Anche il segretario della Fimmg provinciale, Alessandro Usai, chiede l’istituzione delle “sedi svantaggiatissime”

Sono il Guilcier, il Barigadu e la Marmilla i territori della provincia di Oristano dove l’assenza dei medici di base delinea una vera e propria emergenza. “Nel Gulcier e Barigadu”, spiega Alessandro Usai, segretario provinciale della Fimmg, “mancavano 5 colleghi già dal bando del 2018. Non è andato nessuno e nell’ultimo anno si sono ritirati in pensione altri 4 o 5 medici”.

“Nella zona della Marmilla, invece”, prosegue Usai, “altri due medici sono andati via, aggiungendosi a diversi colleghi che già mancavano. Siamo in piena emergenza soprattutto in queste zone.

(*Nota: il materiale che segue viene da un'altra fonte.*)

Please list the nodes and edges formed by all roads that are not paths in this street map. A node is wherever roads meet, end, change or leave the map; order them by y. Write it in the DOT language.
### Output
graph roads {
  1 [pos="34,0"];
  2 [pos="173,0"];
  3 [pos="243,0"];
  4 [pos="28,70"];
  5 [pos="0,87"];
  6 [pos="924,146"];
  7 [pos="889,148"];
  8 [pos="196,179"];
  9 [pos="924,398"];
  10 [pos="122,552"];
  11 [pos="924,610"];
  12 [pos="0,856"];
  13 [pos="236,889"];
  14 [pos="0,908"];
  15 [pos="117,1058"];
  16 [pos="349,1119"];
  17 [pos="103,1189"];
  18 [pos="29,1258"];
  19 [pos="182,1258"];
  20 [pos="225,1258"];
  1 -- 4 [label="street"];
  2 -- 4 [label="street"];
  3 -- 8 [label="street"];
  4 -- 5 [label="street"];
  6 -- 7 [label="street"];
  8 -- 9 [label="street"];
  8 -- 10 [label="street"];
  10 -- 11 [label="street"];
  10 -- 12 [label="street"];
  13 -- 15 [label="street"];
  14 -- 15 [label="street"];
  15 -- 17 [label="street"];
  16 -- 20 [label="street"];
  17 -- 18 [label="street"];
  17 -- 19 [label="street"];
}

Bisogna considerare che nella maggior parte dei casi i colleghi sono massimalisti, quindi se mancano 5 medici significa che 7.500 persone non sono assistite”.

La carenza non riguarda unicamente i professionisti che concludono la carriera: “Ci sono anche colleghi che sono in malattia e nessuno li ha mai sostituiti”, aggiunge Usai, facendo riferimento a due casi a Bonarcado e Ghilarza.

La situazione è più gestibile nelle zone più vicine al capoluogo di provincia o in quelle più popolose: “Va un po’ meglio”, conferma Usai, che rilancia la proposta di dichiarare “sedi svantagiatissime” i centri con meno di 500 abitanti, nei quali istituire una quota capitale maggiorata di 10 euro per rendere più appetibili le zone dove non vuole andare nessuno.

“Soprattutto in quelle zone”, precisa Usai, “la popolazione è prevalentemente anziana, sono persone che hanno necessità di essere assistite a domicilio”.

Alessandro Usai
Alessandro Usai, segretario provinciale della Fimmg

“I medici di famiglia spesso si devono arrangiare per cortesia con altri colleghi”, spiega Alessandro Usai, “ma è alto il rischio di prestazioni inappropriate, perché non si conoscono bene le persone e la loro situazione clinica”.

La condizione delle zone più svantaggiate è legata alla pubblicazione del bando del 2019: “Dovrebbe essere in pubblicazione. E anche quello del 2020”, conclude Usai, che aspetta che la Regione si pronunci sulla proposta dell’istituzione delle sedi svantaggiatissime nei centri con meno di 500 abitanti: “Ieri c’è stato un incontro e l’assessore ha preso l’impegno di farne un secondo nei prossimi giorni”.